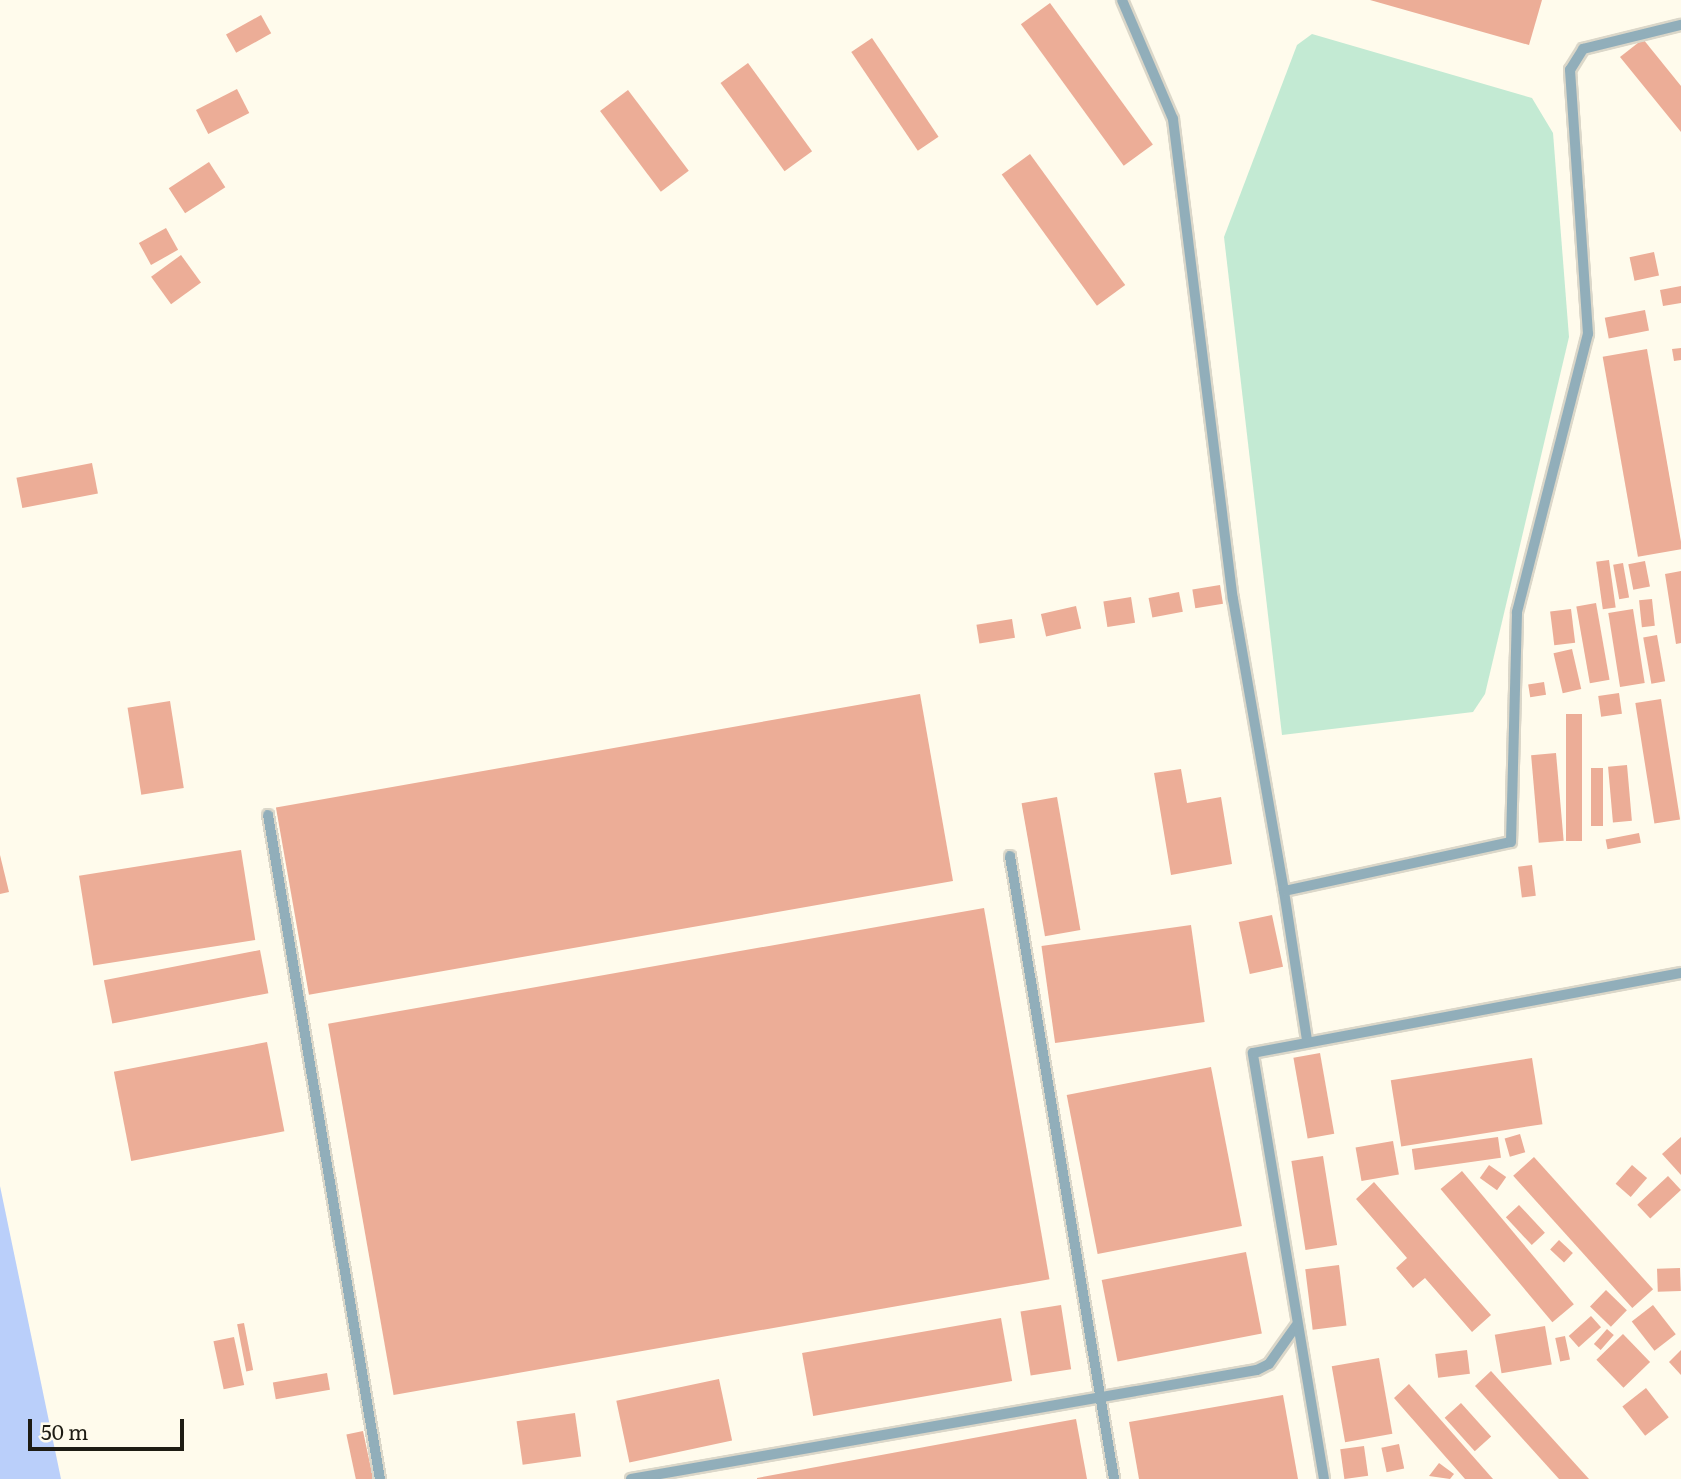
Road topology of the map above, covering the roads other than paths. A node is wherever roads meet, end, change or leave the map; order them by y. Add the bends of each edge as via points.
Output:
++++++
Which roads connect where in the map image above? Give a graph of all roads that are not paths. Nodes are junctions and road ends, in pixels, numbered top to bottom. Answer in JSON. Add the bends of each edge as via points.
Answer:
++++++
What to produce - Show all lines above holding "Answer".

Expected output -
Which roads connect where in the map image above? Give a graph of all roads that are not paths. Nodes are junctions and road ends, in pixels, numbered top to bottom. Answer in JSON. Add the bends of each edge as via points.
Answer:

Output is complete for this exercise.